И потащил его в котельную, сперва высвободив ногу из-под дерева. Тянул за воротник пиджака, потому что хватать за руки или ноги было невозможно, члены грозили оторваться при малейшем усилии. Ноги у Егора скользили по мокрым листьям, от беспомощности и страха он ревел в голос, падал в лужи и в желтые прогалины глины, весь вымазался. Но тащил и тащил, по сантиметрам, старика к открытой горячей двери котельной.

В котельной он оставил старика на полу, посреди помещения. Включил свет и, опомнившись, хотел бежать, звать на помощь. Но старик, до того молчавший, даже не стонавший при переноске, вдруг сказал отчетливым, напряженным от усилия голосом:

— Не смей никого звать.

— Я не здесь. Я в больницу побегу, которая на двадцать девятой линии... — Егор думал, что старик боится Ванды.

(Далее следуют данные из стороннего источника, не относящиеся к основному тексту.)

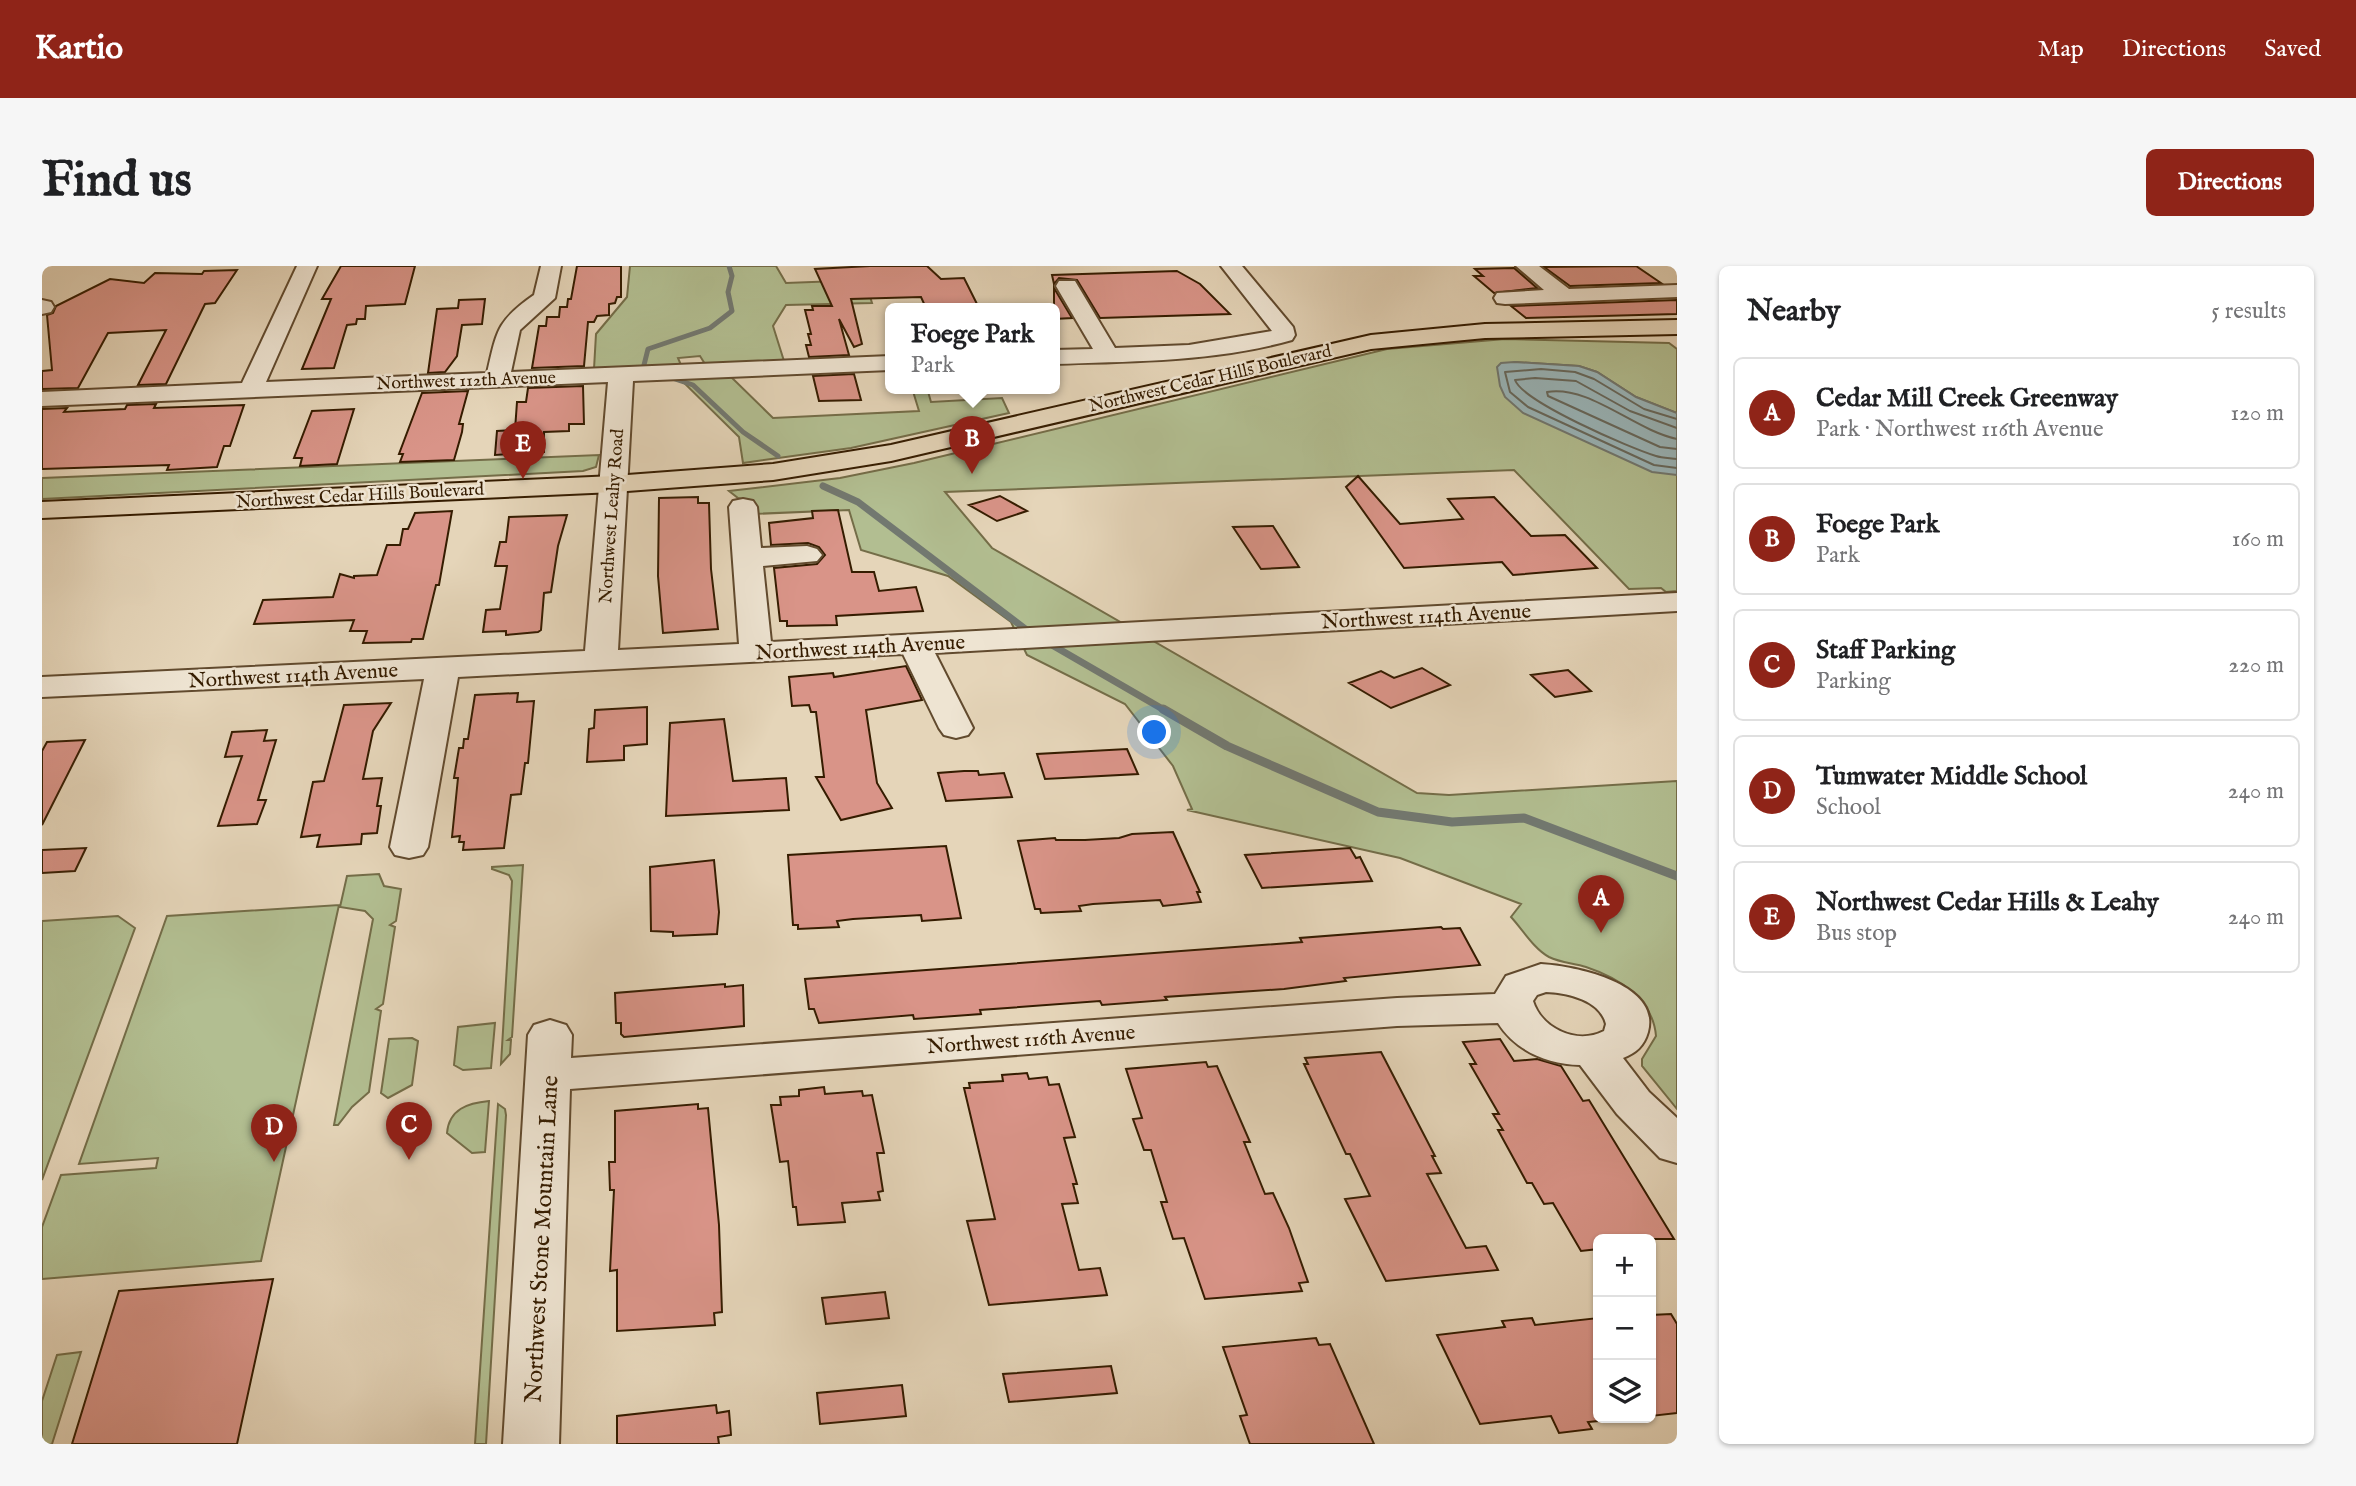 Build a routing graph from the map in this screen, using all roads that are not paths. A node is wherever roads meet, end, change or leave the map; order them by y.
1 (307, 266) edge
2 (551, 266) edge
3 (1231, 266) edge
4 (1525, 266) edge
5 (1674, 281) edge
6 (1068, 286) dead end
7 (1565, 296) junction
8 (1505, 298) dead end
9 (1677, 327) edge
10 (1108, 355) junction
11 (1060, 357) edge
12 (885, 363) edge
13 (621, 373) junction
14 (498, 378) junction
15 (251, 389) junction
16 (42, 399) edge
17 (614, 484) junction
18 (743, 507) dead end
19 (42, 510) edge
20 (807, 555) dead end
21 (747, 558) junction
22 (1677, 602) edge
23 (915, 645) junction
24 (756, 653) junction
25 (601, 660) junction
26 (443, 668) junction
27 (42, 688) edge
28 (956, 728) dead end
29 (409, 847) dead end
30 (1513, 1009) junction
31 (1593, 1051) junction
32 (549, 1055) joint
33 (1677, 1146) edge
34 (531, 1444) edge

1 - 15 street
2 - 14 street
3 - 10 street
4 - 7 street
5 - 7 street
6 - 10 street
7 - 8 street
9 - 17 main road, Northwest Cedar Hills Boulevard
10 - 11 street
12 - 13 street, Northwest 112th Avenue
13 - 14 street, Northwest 112th Avenue
13 - 17 street, Northwest Leahy Road
14 - 15 street, Northwest 112th Avenue
15 - 16 street, Northwest 112th Avenue
17 - 19 main road, Northwest Cedar Hills Boulevard
17 - 25 street, Northwest Leahy Road
18 - 21 street
20 - 21 street
21 - 24 street
22 - 23 street, Northwest 114th Avenue
23 - 24 street, Northwest 114th Avenue
23 - 28 street
24 - 25 street, Northwest 114th Avenue
25 - 26 street, Northwest 114th Avenue
26 - 27 street, Northwest 114th Avenue
26 - 29 street
30 - 31 street
30 - 31 street
30 - 32 street, Northwest 116th Avenue
31 - 33 street
32 - 34 street, Northwest Stone Mountain Lane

— Нет, никого нельзя приводить. Слышишь? Никто не должен меня увидеть. И ты уходи.

Снова вспенилась и расплескалась кровь в его разверстом рту. Опустились пленки век на глаза. Егор решил, что он умер, и присел на корточки возле двери, не отводя взгляда от калеченного. Но месиво мяса и костей на груди старика продолжало трепетать. Свистел, просачиваясь из порванных легких, воздух. Мелко дрожали ноги, шевелились, что-то загребая, пальцы на правой руке. Старик не умирал. Прошли минуты, а сколько — мальчик не знал, но истопник снова открыл глаза и повернул голову к нему.

— Кто здесь? — спросил он, словно перестав видеть.

— Это я, Егор, — сказал робко мальчик.

— Уходи. Тебе нельзя оставаться.

— Я не брошу вас, дяденька, — сказал ему мальчик.

— Пошел вон, пошел, пошел, — громко шептал истопник, а его тело начинало биться в судорогах.

Егор не выдержал ужаса происходящего, выбежал во двор. Продолжал лить дождь, косые струи хлестали по веткам тополей и груш. Исходили пузырями лужи. Фонтан наполнился водой наполовину. По огромной туше упавшего дерева пробегала легкая рябь от крупных капель, будто дрожал кит, выбросившись на пляж.

— Помогите! Дяденька умирает! — крикнул, набравшись решимости, Егор.

Но в шуме воды и ветра его голоска нельзя было расслышать. Хотя появились за темными стеклами чьи-то сплюснутые лица. Пьяные и сонные люди смотрели на Егора, не проявляя никакого интереса и участия.

— Там умирает!.. Деревом придавило!.. Помогите же! — кричал и показывал мальчик.

Лица, одно за другим, исчезали в тусклых проемах окон. Тогда он решил вернуться в котельную.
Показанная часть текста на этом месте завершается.